Of course, as in all wars, those who suffer the most are the innocents. Since the outbreak of hostilities in early November 2020, thousands of individuals have been killed, women raped, children made orphans, harvests ruined, villages burned to the ground, families separated and displaced, hospitals, clinics, factories, educational institutions looted and destroyed. Due to the constant insecurity, normal life has become impossible. Those with jobs cannot work, students cannot study, farmers cannot plant crops. Millions of people have been displaced, either escaping to Sudan or moving within Tigray. Day by day food became more and more scarce and prices skyrocketing. All private banks have closed, and the government bank only allows limited withdrawals. Even Médecins sans frontières had to withdraw from the territory for lack of security when three of their members were killed in late June 2021.
June 2021 – After a series of military setbacks, the federal government declared a unilateral ceasefire according to which the federal military, Eritrean forces, and Amhara militias, withdrew from the capital Mekelle and from most of the territory of Tigray.

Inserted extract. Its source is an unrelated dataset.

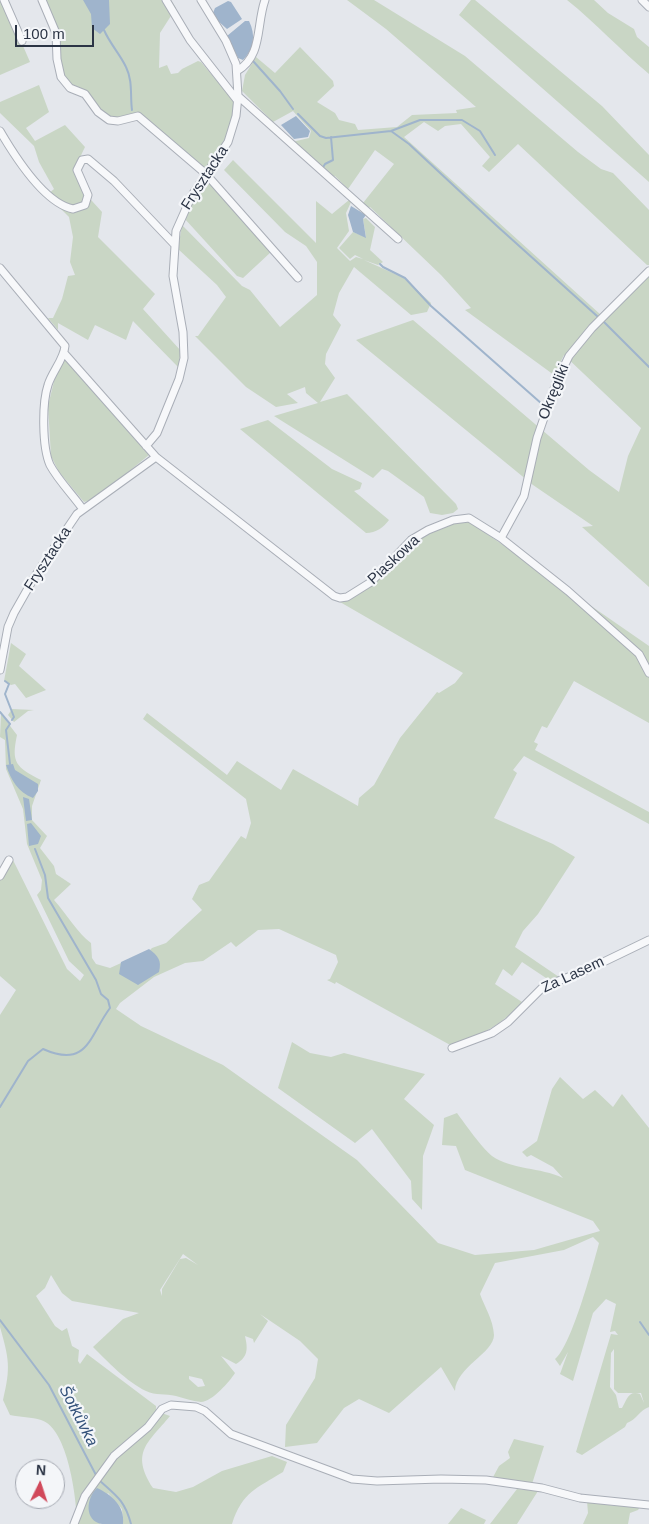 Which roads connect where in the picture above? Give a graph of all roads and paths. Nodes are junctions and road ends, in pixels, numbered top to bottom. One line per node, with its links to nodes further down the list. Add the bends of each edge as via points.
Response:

The move became very soon openly a tactic to asphyxiate the population through hunger and disease, with a total lockout of the region. (No flights, no banks, no telephone, no internet, no medicines and practically no food coming in).
Desperate current situation:
In June 2021 according to Mark Lowcock, UN Under Secretary General for Humanitarian Affairs and Emergency Relief Coordinator, after the release of the Integrated Food Security Phase Classification (IPC) analysis, “The number of people in famine conditions in Tigray… is higher than anywhere in the world, at any moment since a quarter million Somalis lost their lives in 2011.” His statement – at a roundtable discussion ahead of the G7 summit – described the situation then, on the authoritative assessment of the crisis by the UN-backed Integrated Food Security Phase Classification (IPC). In a report, it estimated that 353,000 people in Tigray were in phase 5 (catastrophe) and a further 1.769 million were in phase 4 (emergency).

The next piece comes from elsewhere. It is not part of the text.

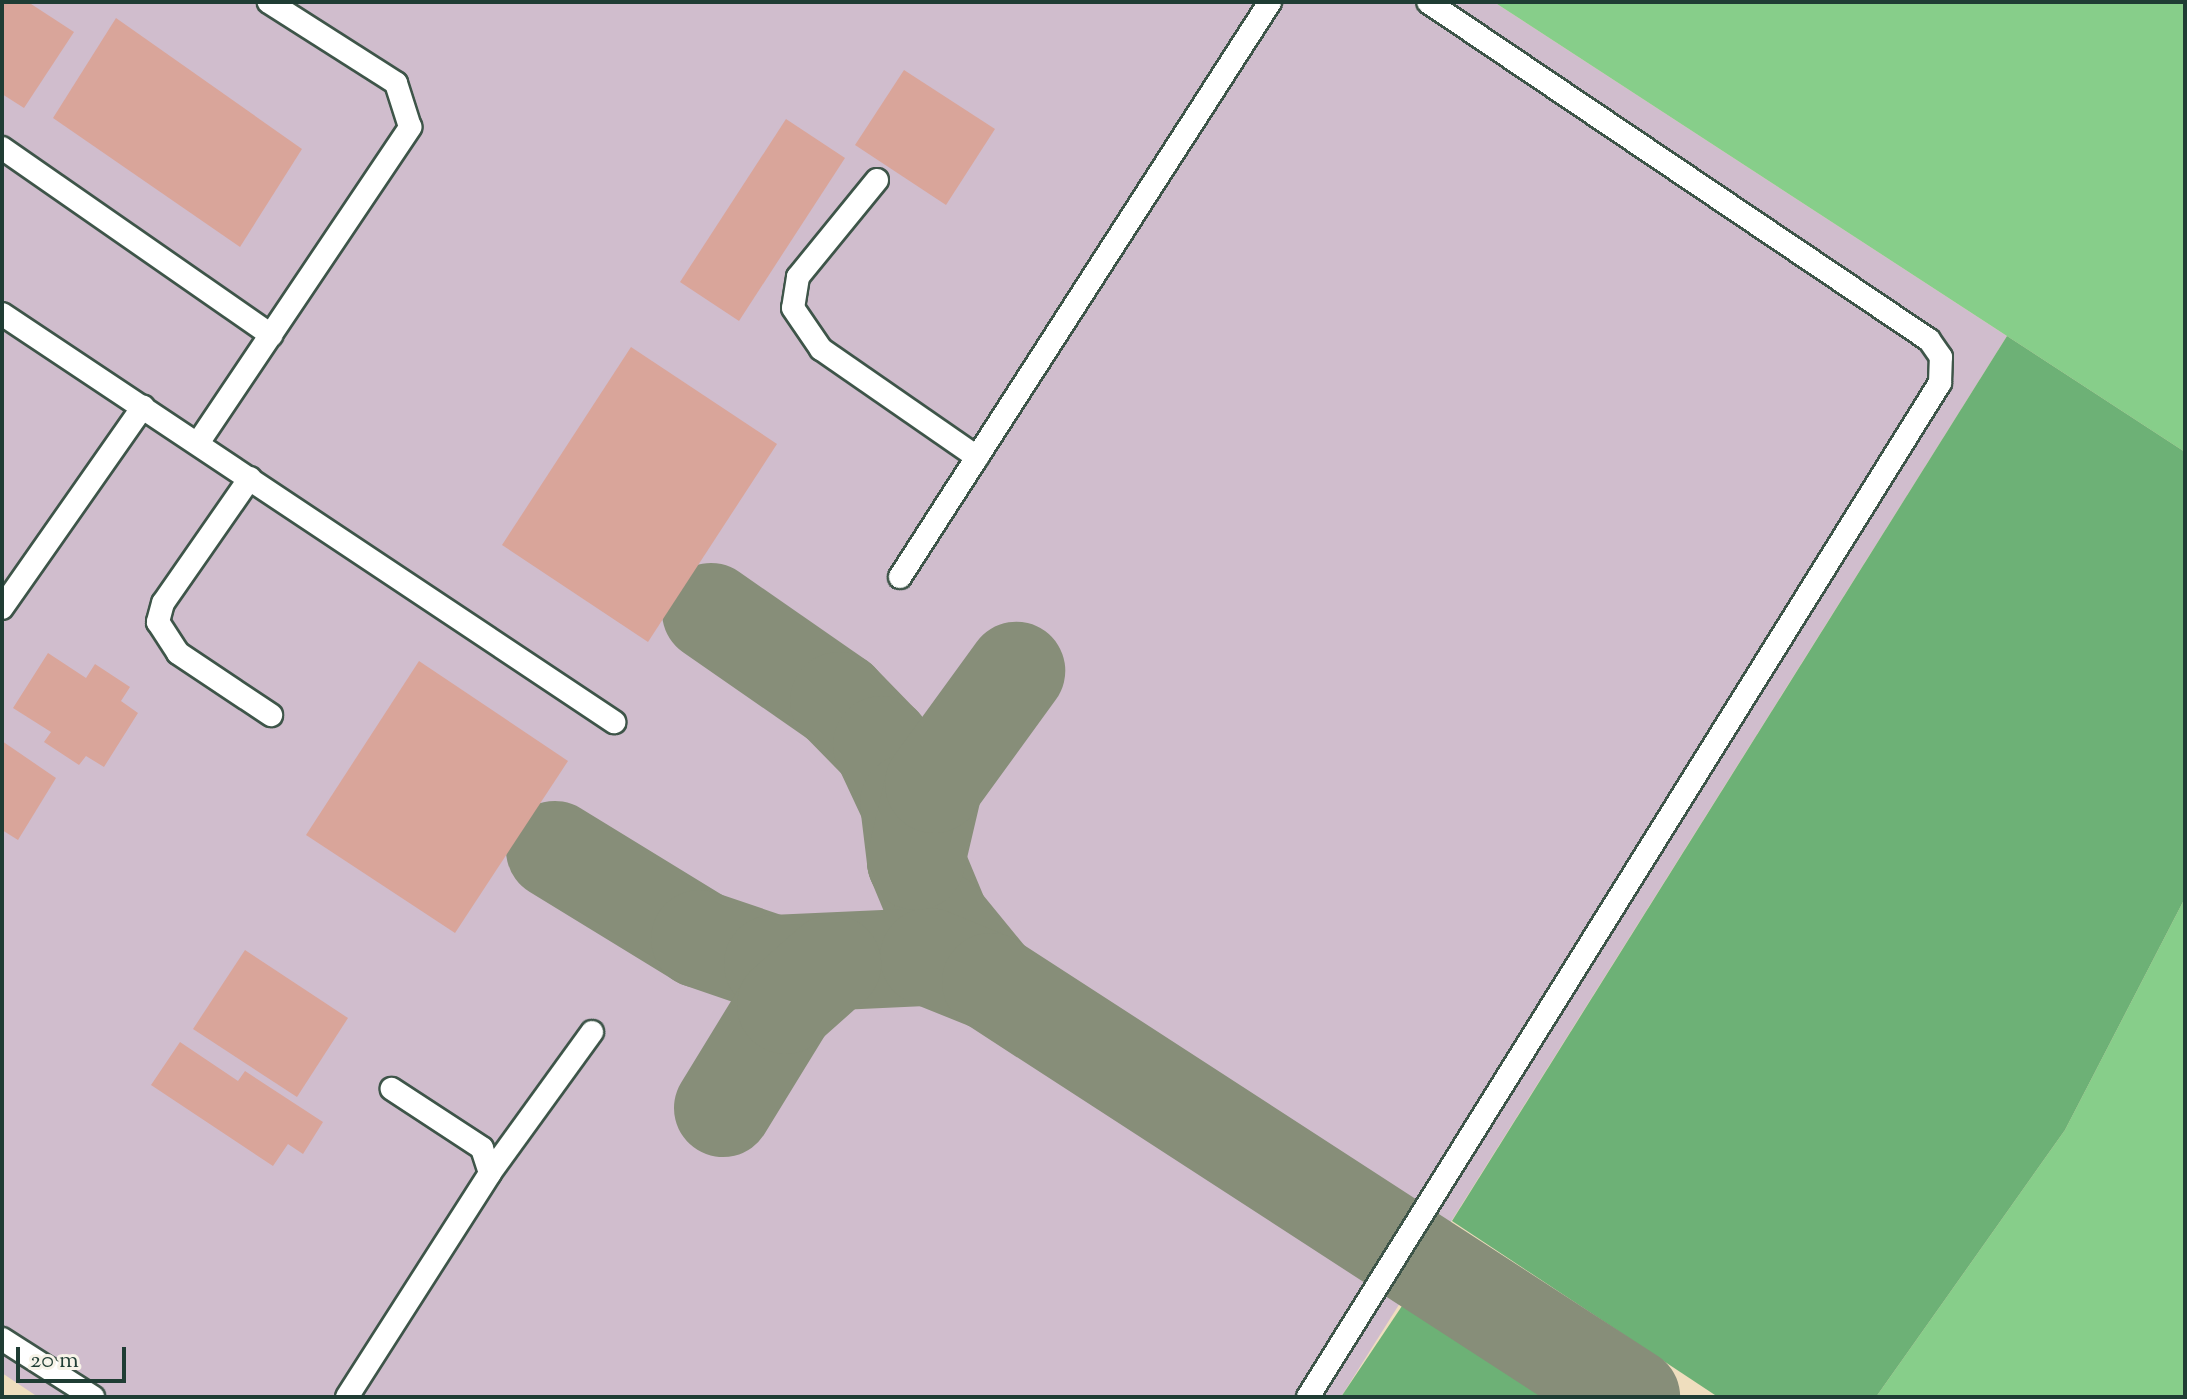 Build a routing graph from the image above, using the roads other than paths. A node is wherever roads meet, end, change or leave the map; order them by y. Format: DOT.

That was three months ago. Now the situation is a hundred times worse. According to reliable sources – La Croix 12 August – already in mid-August 5.3 million people were in need of food, and 400,000 were suffering severe famine. That is why on 3 September the Bishop of Adigrat, Msgr. Tesfaselassie Medhin, in a desperate move, tries with his letter to alert any authority in the world to act strongly politically, to stop such a genocide, to start cease-fire conversations through mediators, and to open up the frontier to bring in food and medicines.

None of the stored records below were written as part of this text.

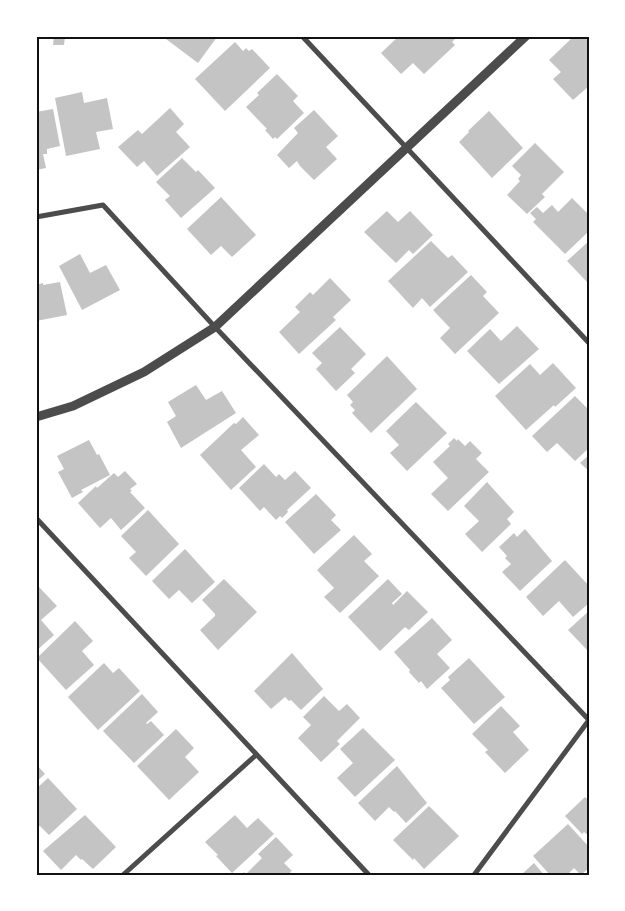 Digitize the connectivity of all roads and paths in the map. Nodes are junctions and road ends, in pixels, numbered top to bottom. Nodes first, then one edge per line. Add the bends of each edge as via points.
1 (302, 36) edge
2 (526, 36) edge
3 (406, 148) junction
4 (36, 218) edge
5 (215, 327) junction
6 (589, 343) edge
7 (36, 416) edge
8 (36, 518) edge
9 (589, 720) edge
10 (256, 755) junction
11 (123, 875) edge
12 (369, 875) edge
13 (474, 875) edge

1 - 3 street
2 - 3 street
3 - 5 street
3 - 6 street
4 - 5 street via 103,205
5 - 7 street via 144,372 74,406
5 - 9 street
8 - 10 street
9 - 13 street
10 - 11 street
10 - 12 street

As far as we know, only US President Joe Biden has signed an executive order to implement targeted sanctions against individuals and groups perpetrating violence and impeding humanitarian aid in Ethiopia. However, no individuals or entities were specifically named.
Prior to the outbreak of the war in November 2020, the Missionaries of Africa (White Fathers) had nine confreres working in the region of Tigray. At present, only two remain. Please keep them, all the priests and religious of the Eparchy of Adigrat, and the innocent people of Tigray in your prayers. And above all, let us pray for an urgent return of peace to Ethiopia!